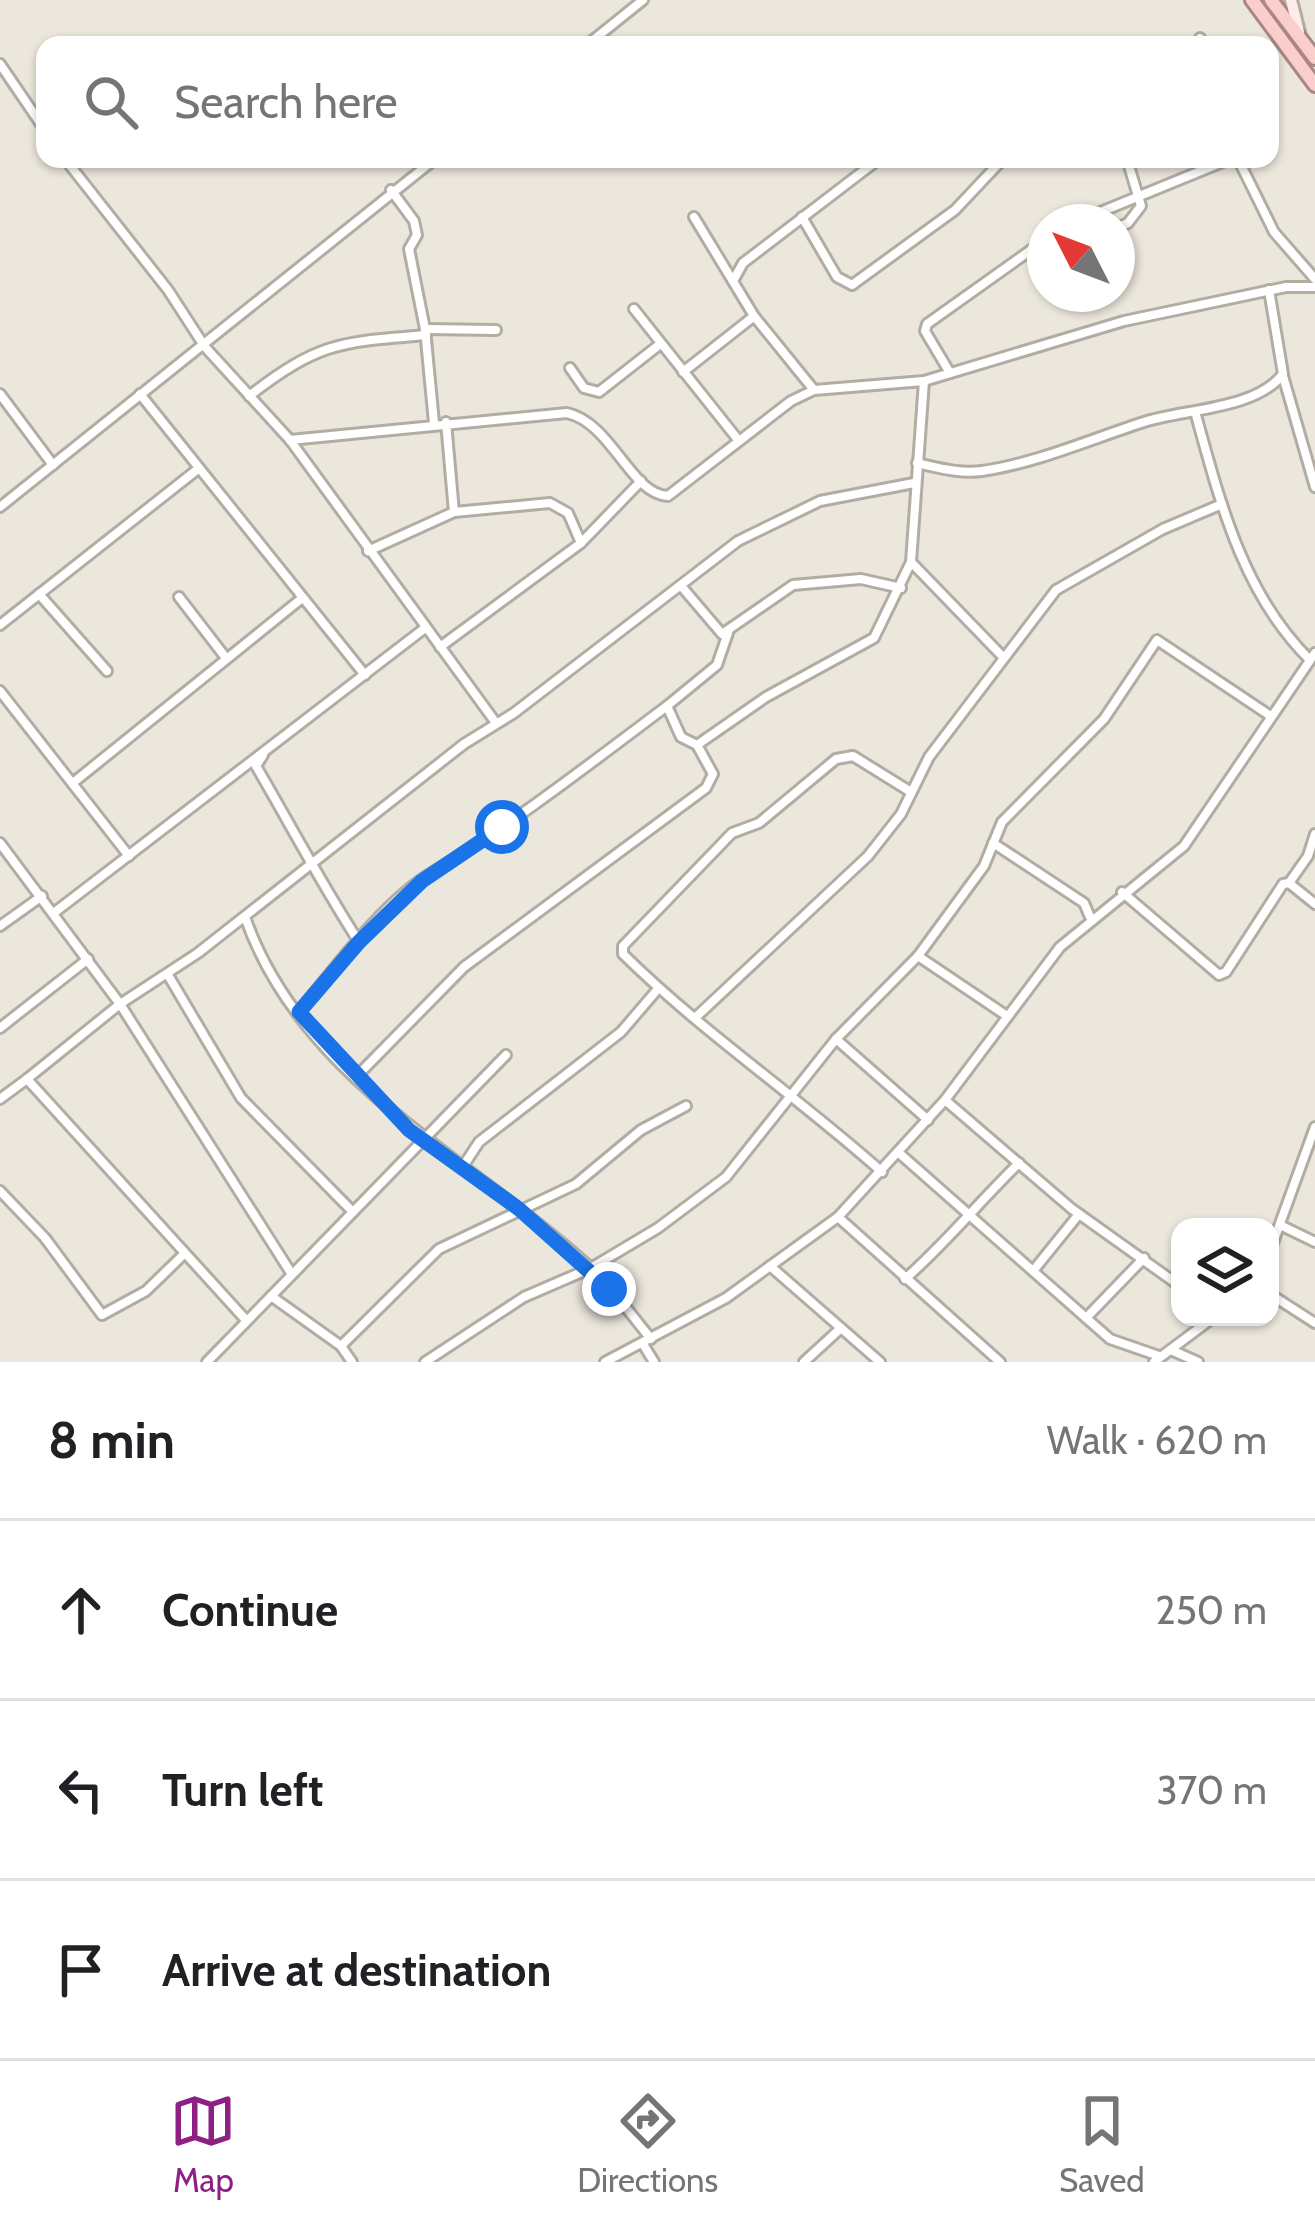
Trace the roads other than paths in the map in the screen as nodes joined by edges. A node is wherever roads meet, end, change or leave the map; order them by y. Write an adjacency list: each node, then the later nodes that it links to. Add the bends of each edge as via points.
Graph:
1 (643, 0): 6 (street)
2 (1252, 0): 7 (highway)
3 (1271, 0): 5 (highway)
4 (1291, 0): 5 (main road)
5 (1299, 32): 9 (highway)
6 (598, 36)
7 (1279, 36)
8 (1279, 36): 11 (highway)
9 (1315, 58)
10 (2, 71): 12 (street)
11 (1315, 85)
12 (36, 118)
13 (72, 168): 37 (street)
14 (422, 168): 22 (street)
15 (867, 168): 27 (street)
16 (990, 168): 21 (street)
17 (996, 168): 21 (street)
18 (1130, 168): 23 (street)
19 (1211, 168): 23 (street)
20 (1239, 168): 30 (street, via 1274,232)
21 (993, 171): 27 (street, via 955,210 852,285 837,278)
22 (392, 190): 35 (street, via 414,221 410,249); 37 (street)
23 (1141, 195): 24 (street); 25 (street)
24 (1119, 204)
25 (1135, 216)
26 (694, 217): 29 (street)
27 (802, 218): 29 (street, via 743,263)
28 (1027, 253): 40 (street, via 928,324)
29 (733, 282): 33 (street)
30 (1315, 283): 31 (street)
31 (1268, 290): 40 (street, via 1124,321); 41 (street)
32 (634, 309): 36 (street)
33 (754, 316): 39 (street); 43 (street)
34 (496, 330): 35 (street)
35 (426, 332): 46 (street, via 334,342 297,358); 49 (street)
36 (659, 344): 38 (street, via 598,392); 39 (street)
37 (205, 347): 45 (street); 46 (street)
38 (569, 368)
39 (683, 372): 51 (street)
40 (950, 373): 42 (street)
41 (1283, 374): 47 (street); 57 (street)
42 (924, 381): 43 (street); 52 (street)
43 (814, 390): 51 (street)
44 (0, 394): 53 (street)
45 (140, 394): 53 (street); 54 (street)
46 (249, 396): 50 (street)
47 (1196, 415): 52 (street, via 1149,419 1003,467 957,472); 58 (street)
48 (446, 422): 49 (street); 55 (street, via 578,416); 60 (street)
49 (434, 423): 50 (street)
50 (290, 440): 62 (street)
51 (739, 441): 55 (street, via 668,496)
52 (917, 463): 56 (street)
53 (53, 465): 59 (street)
54 (198, 470): 66 (street); 68 (street)
55 (640, 481): 61 (street)
56 (914, 483): 63 (street); 64 (street, via 820,501 763,526)
57 (1315, 487)
58 (1222, 504): 73 (street, via 1278,626); 75 (street, via 1078,574)
59 (0, 508)
60 (454, 512): 61 (street, via 557,503); 62 (street)
61 (581, 543): 72 (street)
62 (368, 551): 70 (street)
63 (910, 562): 65 (street); 75 (street)
64 (682, 587): 71 (street); 81 (street)
65 (901, 587): 71 (street, via 861,579 793,585); 82 (street, via 874,638)
66 (39, 594): 69 (street); 76 (street)
67 (178, 597): 74 (street)
68 (302, 598): 74 (street); 77 (street)
69 (0, 625)
70 (425, 628): 72 (street); 77 (street)
71 (728, 633): 79 (street, via 717,665)
72 (440, 647): 81 (street)
73 (1312, 656): 80 (street)
74 (226, 658): 84 (street)
75 (1004, 658): 85 (street)
76 (106, 671)
77 (364, 675): 83 (street)
78 (0, 691): 84 (street)
79 (667, 706): 82 (street, via 681,737); 99 (street, via 432,872)
80 (1269, 716): 88 (street, via 1157,640 1104,718 1002,822); 92 (street, via 1184,846)
81 (496, 723): 90 (street)
82 (697, 746): 111 (street, via 712,774 706,788 464,967)
83 (268, 749): 89 (street); 90 (street, via 256,766)
84 (74, 782): 89 (street)
85 (911, 792): 103 (street, via 847,756 759,823 732,833 623,946); 107 (street, via 868,856)
86 (1315, 834): 91 (street)
87 (0, 843): 93 (street)
88 (993, 843): 97 (street, via 1084,903); 100 (street)
89 (129, 856): 95 (street)
90 (316, 863): 96 (street); 99 (street)
91 (1289, 883): 92 (street, via 1219,975); 94 (street)
92 (1121, 892): 97 (street)
93 (42, 896): 95 (street); 98 (street)
94 (1315, 904)
95 (55, 912): 101 (street)
96 (245, 917): 102 (street); 105 (street, via 268,970)
97 (1090, 918): 106 (street)
98 (0, 926)
99 (359, 942): 105 (street)
100 (918, 956): 106 (street); 109 (street)
101 (88, 959): 104 (street); 108 (street)
102 (168, 975): 104 (street); 127 (street, via 242,1098)
103 (657, 991): 107 (street); 122 (street, via 621,1032 479,1142)
104 (120, 1004): 112 (street); 137 (street)
105 (299, 1012): 111 (street)
106 (1007, 1016): 115 (street)
107 (696, 1017): 113 (street)
108 (0, 1028)
109 (836, 1039): 113 (street); 117 (street)
110 (506, 1055): 119 (street)
111 (357, 1076): 119 (street)
112 (27, 1079): 114 (street); 132 (street)
113 (793, 1093): 123 (street); 135 (street, via 710,1192)
114 (0, 1099)
115 (945, 1100): 117 (street); 121 (street)
116 (686, 1106): 125 (street, via 641,1130 576,1184)
117 (928, 1120): 120 (street)
118 (1315, 1127): 130 (street)
119 (422, 1140): 122 (street); 127 (street)
120 (899, 1153): 123 (street); 126 (street)
121 (1018, 1163): 126 (street); 128 (street)
122 (462, 1168): 125 (street)
123 (882, 1172): 129 (street)
124 (0, 1191): 132 (street, via 102,1315 146,1291)
125 (519, 1209): 135 (street); 148 (street, via 439,1249)
126 (970, 1211): 136 (street); 138 (street)
127 (353, 1212): 137 (street)
128 (1079, 1214): 133 (street); 136 (street)
129 (838, 1217): 134 (street); 138 (street)
130 (1280, 1226): 131 (street)
131 (1315, 1242)
132 (184, 1254): 143 (street)
133 (1144, 1258): 139 (street); 142 (street)
134 (770, 1266): 146 (street); 147 (street)
135 (591, 1268): 147 (street); 153 (street, via 524,1297)
136 (1033, 1271): 142 (street)
137 (291, 1273): 140 (street)
138 (905, 1279): 158 (street)
139 (1171, 1279)
140 (271, 1296): 143 (street); 148 (street)
141 (1279, 1300): 144 (street)
142 (1086, 1318): 150 (street)
143 (245, 1319): 151 (street)
144 (1315, 1323)
145 (1203, 1326): 149 (street)
146 (841, 1328): 156 (street); 157 (street)
147 (647, 1341): 154 (street); 155 (street)
148 (341, 1346): 152 (street)
149 (1172, 1350): 150 (street); 159 (street)
150 (1156, 1359)
151 (207, 1362)
152 (352, 1362)
153 (425, 1362)
154 (605, 1362)
155 (654, 1362)
156 (804, 1362)
157 (880, 1362)
158 (1000, 1362)
159 (1198, 1362)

····················

_To do_:
Every line above needs to be written out again as it stands. Pictures do not belong in the copy.

_Result_:
Trace the roads other than paths in the map in the screen as nodes joined by edges. A node is wherever roads meet, end, change or leave the map; order them by y. Write an adjacency list: each node, then the later nodes that it links to. Add the bends of each edge as via points.
Graph:
1 (643, 0): 6 (street)
2 (1252, 0): 7 (highway)
3 (1271, 0): 5 (highway)
4 (1291, 0): 5 (main road)
5 (1299, 32): 9 (highway)
6 (598, 36)
7 (1279, 36)
8 (1279, 36): 11 (highway)
9 (1315, 58)
10 (2, 71): 12 (street)
11 (1315, 85)
12 (36, 118)
13 (72, 168): 37 (street)
14 (422, 168): 22 (street)
15 (867, 168): 27 (street)
16 (990, 168): 21 (street)
17 (996, 168): 21 (street)
18 (1130, 168): 23 (street)
19 (1211, 168): 23 (street)
20 (1239, 168): 30 (street, via 1274,232)
21 (993, 171): 27 (street, via 955,210 852,285 837,278)
22 (392, 190): 35 (street, via 414,221 410,249); 37 (street)
23 (1141, 195): 24 (street); 25 (street)
24 (1119, 204)
25 (1135, 216)
26 (694, 217): 29 (street)
27 (802, 218): 29 (street, via 743,263)
28 (1027, 253): 40 (street, via 928,324)
29 (733, 282): 33 (street)
30 (1315, 283): 31 (street)
31 (1268, 290): 40 (street, via 1124,321); 41 (street)
32 (634, 309): 36 (street)
33 (754, 316): 39 (street); 43 (street)
34 (496, 330): 35 (street)
35 (426, 332): 46 (street, via 334,342 297,358); 49 (street)
36 (659, 344): 38 (street, via 598,392); 39 (street)
37 (205, 347): 45 (street); 46 (street)
38 (569, 368)
39 (683, 372): 51 (street)
40 (950, 373): 42 (street)
41 (1283, 374): 47 (street); 57 (street)
42 (924, 381): 43 (street); 52 (street)
43 (814, 390): 51 (street)
44 (0, 394): 53 (street)
45 (140, 394): 53 (street); 54 (street)
46 (249, 396): 50 (street)
47 (1196, 415): 52 (street, via 1149,419 1003,467 957,472); 58 (street)
48 (446, 422): 49 (street); 55 (street, via 578,416); 60 (street)
49 (434, 423): 50 (street)
50 (290, 440): 62 (street)
51 (739, 441): 55 (street, via 668,496)
52 (917, 463): 56 (street)
53 (53, 465): 59 (street)
54 (198, 470): 66 (street); 68 (street)
55 (640, 481): 61 (street)
56 (914, 483): 63 (street); 64 (street, via 820,501 763,526)
57 (1315, 487)
58 (1222, 504): 73 (street, via 1278,626); 75 (street, via 1078,574)
59 (0, 508)
60 (454, 512): 61 (street, via 557,503); 62 (street)
61 (581, 543): 72 (street)
62 (368, 551): 70 (street)
63 (910, 562): 65 (street); 75 (street)
64 (682, 587): 71 (street); 81 (street)
65 (901, 587): 71 (street, via 861,579 793,585); 82 (street, via 874,638)
66 (39, 594): 69 (street); 76 (street)
67 (178, 597): 74 (street)
68 (302, 598): 74 (street); 77 (street)
69 (0, 625)
70 (425, 628): 72 (street); 77 (street)
71 (728, 633): 79 (street, via 717,665)
72 (440, 647): 81 (street)
73 (1312, 656): 80 (street)
74 (226, 658): 84 (street)
75 (1004, 658): 85 (street)
76 (106, 671)
77 (364, 675): 83 (street)
78 (0, 691): 84 (street)
79 (667, 706): 82 (street, via 681,737); 99 (street, via 432,872)
80 (1269, 716): 88 (street, via 1157,640 1104,718 1002,822); 92 (street, via 1184,846)
81 (496, 723): 90 (street)
82 (697, 746): 111 (street, via 712,774 706,788 464,967)
83 (268, 749): 89 (street); 90 (street, via 256,766)
84 (74, 782): 89 (street)
85 (911, 792): 103 (street, via 847,756 759,823 732,833 623,946); 107 (street, via 868,856)
86 (1315, 834): 91 (street)
87 (0, 843): 93 (street)
88 (993, 843): 97 (street, via 1084,903); 100 (street)
89 (129, 856): 95 (street)
90 (316, 863): 96 (street); 99 (street)
91 (1289, 883): 92 (street, via 1219,975); 94 (street)
92 (1121, 892): 97 (street)
93 (42, 896): 95 (street); 98 (street)
94 (1315, 904)
95 (55, 912): 101 (street)
96 (245, 917): 102 (street); 105 (street, via 268,970)
97 (1090, 918): 106 (street)
98 (0, 926)
99 (359, 942): 105 (street)
100 (918, 956): 106 (street); 109 (street)
101 (88, 959): 104 (street); 108 (street)
102 (168, 975): 104 (street); 127 (street, via 242,1098)
103 (657, 991): 107 (street); 122 (street, via 621,1032 479,1142)
104 (120, 1004): 112 (street); 137 (street)
105 (299, 1012): 111 (street)
106 (1007, 1016): 115 (street)
107 (696, 1017): 113 (street)
108 (0, 1028)
109 (836, 1039): 113 (street); 117 (street)
110 (506, 1055): 119 (street)
111 (357, 1076): 119 (street)
112 (27, 1079): 114 (street); 132 (street)
113 (793, 1093): 123 (street); 135 (street, via 710,1192)
114 (0, 1099)
115 (945, 1100): 117 (street); 121 (street)
116 (686, 1106): 125 (street, via 641,1130 576,1184)
117 (928, 1120): 120 (street)
118 (1315, 1127): 130 (street)
119 (422, 1140): 122 (street); 127 (street)
120 (899, 1153): 123 (street); 126 (street)
121 (1018, 1163): 126 (street); 128 (street)
122 (462, 1168): 125 (street)
123 (882, 1172): 129 (street)
124 (0, 1191): 132 (street, via 102,1315 146,1291)
125 (519, 1209): 135 (street); 148 (street, via 439,1249)
126 (970, 1211): 136 (street); 138 (street)
127 (353, 1212): 137 (street)
128 (1079, 1214): 133 (street); 136 (street)
129 (838, 1217): 134 (street); 138 (street)
130 (1280, 1226): 131 (street)
131 (1315, 1242)
132 (184, 1254): 143 (street)
133 (1144, 1258): 139 (street); 142 (street)
134 (770, 1266): 146 (street); 147 (street)
135 (591, 1268): 147 (street); 153 (street, via 524,1297)
136 (1033, 1271): 142 (street)
137 (291, 1273): 140 (street)
138 (905, 1279): 158 (street)
139 (1171, 1279)
140 (271, 1296): 143 (street); 148 (street)
141 (1279, 1300): 144 (street)
142 (1086, 1318): 150 (street)
143 (245, 1319): 151 (street)
144 (1315, 1323)
145 (1203, 1326): 149 (street)
146 (841, 1328): 156 (street); 157 (street)
147 (647, 1341): 154 (street); 155 (street)
148 (341, 1346): 152 (street)
149 (1172, 1350): 150 (street); 159 (street)
150 (1156, 1359)
151 (207, 1362)
152 (352, 1362)
153 (425, 1362)
154 (605, 1362)
155 (654, 1362)
156 (804, 1362)
157 (880, 1362)
158 (1000, 1362)
159 (1198, 1362)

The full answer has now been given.